(Beginning of DATA TO USE)

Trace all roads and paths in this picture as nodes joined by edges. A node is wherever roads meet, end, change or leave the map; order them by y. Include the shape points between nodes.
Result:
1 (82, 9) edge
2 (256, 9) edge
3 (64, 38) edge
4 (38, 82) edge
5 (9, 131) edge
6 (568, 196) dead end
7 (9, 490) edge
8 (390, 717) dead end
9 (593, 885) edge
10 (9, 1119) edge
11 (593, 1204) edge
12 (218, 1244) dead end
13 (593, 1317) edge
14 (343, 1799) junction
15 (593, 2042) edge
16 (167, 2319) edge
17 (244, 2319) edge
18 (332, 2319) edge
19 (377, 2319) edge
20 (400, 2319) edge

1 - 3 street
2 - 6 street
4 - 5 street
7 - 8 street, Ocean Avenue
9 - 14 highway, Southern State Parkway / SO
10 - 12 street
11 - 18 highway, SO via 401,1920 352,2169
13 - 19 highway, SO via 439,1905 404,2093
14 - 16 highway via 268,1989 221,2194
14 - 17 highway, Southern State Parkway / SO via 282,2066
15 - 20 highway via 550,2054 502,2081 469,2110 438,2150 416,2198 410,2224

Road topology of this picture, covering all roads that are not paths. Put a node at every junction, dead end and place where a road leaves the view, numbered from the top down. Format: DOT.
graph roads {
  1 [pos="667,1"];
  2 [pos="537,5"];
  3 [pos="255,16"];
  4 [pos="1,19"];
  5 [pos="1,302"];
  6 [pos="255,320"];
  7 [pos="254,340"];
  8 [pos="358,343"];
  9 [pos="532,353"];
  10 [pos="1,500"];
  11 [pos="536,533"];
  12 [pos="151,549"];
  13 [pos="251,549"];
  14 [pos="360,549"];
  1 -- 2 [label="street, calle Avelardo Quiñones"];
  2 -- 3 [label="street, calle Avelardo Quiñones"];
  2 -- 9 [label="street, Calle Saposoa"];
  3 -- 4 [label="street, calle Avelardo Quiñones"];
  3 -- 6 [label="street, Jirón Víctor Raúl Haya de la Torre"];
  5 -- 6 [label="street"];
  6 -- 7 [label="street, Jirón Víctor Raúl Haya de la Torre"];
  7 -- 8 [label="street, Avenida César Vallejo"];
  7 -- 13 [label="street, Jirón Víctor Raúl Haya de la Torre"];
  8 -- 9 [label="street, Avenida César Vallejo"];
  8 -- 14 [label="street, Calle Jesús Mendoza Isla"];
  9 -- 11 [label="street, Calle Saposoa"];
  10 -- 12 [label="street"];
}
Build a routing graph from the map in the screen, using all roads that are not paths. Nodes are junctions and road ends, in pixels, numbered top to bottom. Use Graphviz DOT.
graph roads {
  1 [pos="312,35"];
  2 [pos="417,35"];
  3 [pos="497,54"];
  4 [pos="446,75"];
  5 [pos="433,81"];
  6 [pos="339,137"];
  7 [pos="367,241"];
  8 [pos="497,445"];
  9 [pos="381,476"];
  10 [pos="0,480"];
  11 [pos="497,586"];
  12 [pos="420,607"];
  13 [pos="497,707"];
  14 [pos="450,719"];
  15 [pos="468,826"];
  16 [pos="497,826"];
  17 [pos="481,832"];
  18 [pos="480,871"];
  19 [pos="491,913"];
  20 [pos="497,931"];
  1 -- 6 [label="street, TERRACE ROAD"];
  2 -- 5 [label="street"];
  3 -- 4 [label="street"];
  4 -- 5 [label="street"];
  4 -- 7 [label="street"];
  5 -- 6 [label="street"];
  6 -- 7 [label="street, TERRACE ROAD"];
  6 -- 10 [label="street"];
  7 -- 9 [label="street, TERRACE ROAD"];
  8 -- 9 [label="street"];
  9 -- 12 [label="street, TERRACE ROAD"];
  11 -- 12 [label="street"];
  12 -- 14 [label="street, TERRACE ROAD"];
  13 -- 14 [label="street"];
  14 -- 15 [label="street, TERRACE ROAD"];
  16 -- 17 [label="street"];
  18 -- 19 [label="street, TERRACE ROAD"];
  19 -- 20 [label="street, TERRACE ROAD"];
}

(End of DATA TO USE)

Please copy out the preceding data in full, exactly as written.

> **RESPONSE**
Trace all roads and paths in this picture as nodes joined by edges. A node is wherever roads meet, end, change or leave the map; order them by y. Include the shape points between nodes.
Result:
1 (82, 9) edge
2 (256, 9) edge
3 (64, 38) edge
4 (38, 82) edge
5 (9, 131) edge
6 (568, 196) dead end
7 (9, 490) edge
8 (390, 717) dead end
9 (593, 885) edge
10 (9, 1119) edge
11 (593, 1204) edge
12 (218, 1244) dead end
13 (593, 1317) edge
14 (343, 1799) junction
15 (593, 2042) edge
16 (167, 2319) edge
17 (244, 2319) edge
18 (332, 2319) edge
19 (377, 2319) edge
20 (400, 2319) edge

1 - 3 street
2 - 6 street
4 - 5 street
7 - 8 street, Ocean Avenue
9 - 14 highway, Southern State Parkway / SO
10 - 12 street
11 - 18 highway, SO via 401,1920 352,2169
13 - 19 highway, SO via 439,1905 404,2093
14 - 16 highway via 268,1989 221,2194
14 - 17 highway, Southern State Parkway / SO via 282,2066
15 - 20 highway via 550,2054 502,2081 469,2110 438,2150 416,2198 410,2224

Road topology of this picture, covering all roads that are not paths. Put a node at every junction, dead end and place where a road leaves the view, numbered from the top down. Format: DOT.
graph roads {
  1 [pos="667,1"];
  2 [pos="537,5"];
  3 [pos="255,16"];
  4 [pos="1,19"];
  5 [pos="1,302"];
  6 [pos="255,320"];
  7 [pos="254,340"];
  8 [pos="358,343"];
  9 [pos="532,353"];
  10 [pos="1,500"];
  11 [pos="536,533"];
  12 [pos="151,549"];
  13 [pos="251,549"];
  14 [pos="360,549"];
  1 -- 2 [label="street, calle Avelardo Quiñones"];
  2 -- 3 [label="street, calle Avelardo Quiñones"];
  2 -- 9 [label="street, Calle Saposoa"];
  3 -- 4 [label="street, calle Avelardo Quiñones"];
  3 -- 6 [label="street, Jirón Víctor Raúl Haya de la Torre"];
  5 -- 6 [label="street"];
  6 -- 7 [label="street, Jirón Víctor Raúl Haya de la Torre"];
  7 -- 8 [label="street, Avenida César Vallejo"];
  7 -- 13 [label="street, Jirón Víctor Raúl Haya de la Torre"];
  8 -- 9 [label="street, Avenida César Vallejo"];
  8 -- 14 [label="street, Calle Jesús Mendoza Isla"];
  9 -- 11 [label="street, Calle Saposoa"];
  10 -- 12 [label="street"];
}
Build a routing graph from the map in the screen, using all roads that are not paths. Nodes are junctions and road ends, in pixels, numbered top to bottom. Use Graphviz DOT.
graph roads {
  1 [pos="312,35"];
  2 [pos="417,35"];
  3 [pos="497,54"];
  4 [pos="446,75"];
  5 [pos="433,81"];
  6 [pos="339,137"];
  7 [pos="367,241"];
  8 [pos="497,445"];
  9 [pos="381,476"];
  10 [pos="0,480"];
  11 [pos="497,586"];
  12 [pos="420,607"];
  13 [pos="497,707"];
  14 [pos="450,719"];
  15 [pos="468,826"];
  16 [pos="497,826"];
  17 [pos="481,832"];
  18 [pos="480,871"];
  19 [pos="491,913"];
  20 [pos="497,931"];
  1 -- 6 [label="street, TERRACE ROAD"];
  2 -- 5 [label="street"];
  3 -- 4 [label="street"];
  4 -- 5 [label="street"];
  4 -- 7 [label="street"];
  5 -- 6 [label="street"];
  6 -- 7 [label="street, TERRACE ROAD"];
  6 -- 10 [label="street"];
  7 -- 9 [label="street, TERRACE ROAD"];
  8 -- 9 [label="street"];
  9 -- 12 [label="street, TERRACE ROAD"];
  11 -- 12 [label="street"];
  12 -- 14 [label="street, TERRACE ROAD"];
  13 -- 14 [label="street"];
  14 -- 15 [label="street, TERRACE ROAD"];
  16 -- 17 [label="street"];
  18 -- 19 [label="street, TERRACE ROAD"];
  19 -- 20 [label="street, TERRACE ROAD"];
}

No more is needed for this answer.